Picky things aside, both AHPA and ABF move the industry forward in their own ways. We would be worse off without them, but the topic of the day at this meeting was 50% colony losses being normal and $0.39/ lb. honey by the tanker load lined up outside. Bee Culture’s estimate of a honey crop this year being under 100 million pounds is going to be right on I think. So forward seems to be one step ahead on one front and two back on another. And that’s too bad.

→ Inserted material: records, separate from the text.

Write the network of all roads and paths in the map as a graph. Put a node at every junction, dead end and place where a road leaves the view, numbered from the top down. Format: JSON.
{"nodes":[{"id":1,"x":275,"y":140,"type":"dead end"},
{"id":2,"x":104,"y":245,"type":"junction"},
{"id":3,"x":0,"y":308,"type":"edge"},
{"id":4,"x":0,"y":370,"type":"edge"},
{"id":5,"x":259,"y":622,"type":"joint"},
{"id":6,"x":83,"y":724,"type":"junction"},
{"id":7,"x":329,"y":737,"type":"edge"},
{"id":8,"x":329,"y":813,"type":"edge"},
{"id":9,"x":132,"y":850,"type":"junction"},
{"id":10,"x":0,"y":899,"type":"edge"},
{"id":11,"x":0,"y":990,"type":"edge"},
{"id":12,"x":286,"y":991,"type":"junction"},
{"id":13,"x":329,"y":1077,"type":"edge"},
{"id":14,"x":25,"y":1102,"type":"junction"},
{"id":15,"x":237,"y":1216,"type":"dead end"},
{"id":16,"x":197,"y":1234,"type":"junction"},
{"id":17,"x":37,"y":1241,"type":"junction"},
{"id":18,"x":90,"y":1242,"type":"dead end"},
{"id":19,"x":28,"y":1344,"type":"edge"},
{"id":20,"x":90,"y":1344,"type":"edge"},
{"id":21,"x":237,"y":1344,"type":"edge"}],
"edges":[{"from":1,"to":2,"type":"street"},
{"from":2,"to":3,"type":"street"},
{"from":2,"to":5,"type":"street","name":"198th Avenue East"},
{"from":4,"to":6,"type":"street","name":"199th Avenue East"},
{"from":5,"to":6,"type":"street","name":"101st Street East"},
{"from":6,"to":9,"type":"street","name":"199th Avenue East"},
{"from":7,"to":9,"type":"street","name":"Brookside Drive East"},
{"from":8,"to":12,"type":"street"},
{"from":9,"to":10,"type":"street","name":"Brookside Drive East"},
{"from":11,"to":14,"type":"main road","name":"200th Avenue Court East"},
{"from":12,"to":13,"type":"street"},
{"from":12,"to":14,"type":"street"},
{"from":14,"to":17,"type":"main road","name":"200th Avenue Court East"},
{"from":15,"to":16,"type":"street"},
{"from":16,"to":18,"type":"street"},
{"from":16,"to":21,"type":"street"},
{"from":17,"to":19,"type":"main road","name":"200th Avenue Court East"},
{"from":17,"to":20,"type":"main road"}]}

The vendor area for the ABF meeting was huge again this year, holding nearly 75 vendor booths. As usual, some booths were huge, with many tables and lots of big pieces of equipment. Most were a single table, but there were a lot of them. A meeting like this draws pretty much most people selling whatever it is bees and there were several businesses there I had yet to hear of. Interestingly, there were several outfits with electronic gear, both hardware and software. Distant monitoring is going to be the future, and for some it’s here already. ‘Beekeeping in the cloud’ was the theme in the vendor area, if not in the class rooms, and it is kind of exciting to be around and watch the progress.

Bee Culture took to the cloud again in the vendor area, like we did at the EAS meeting last Summer. We did a live FaceBook interview on Friday morning of 15 of these vendors that took about an hour to do. Bee Culture’s FaceBook page has over 19,000 followers and by the end of the day on Monday over 7,400 of them had watched the video of that event that FaceBook saves (you can see it yourself on our FB page by clicking on videos), and they had sent it along to friends to watch, and that added another 44,000 people seeing the interviews. That’s over 50,000 viewers, which is a tad scary if you think about it. It’s live when you do it, and you have to live with whatever happens. And stuff happens. One of the vendors had planned on having a certain spokesperson as the person to be interviewed and when we got to the booth she wasn’t there yet because we were early. The person at the booth was talking to a customer, and by gosh, commerce and customer service come first, and he didn’t stop. I applaud him for that. So we moved on to the next in line and came back a bit later. Like I said, it was live and stuff happens.

It’s been a tough Winter so far in a lot of places. As soon as you can check those bees. They’re gonna be hungry and you’re in charge. Get to work.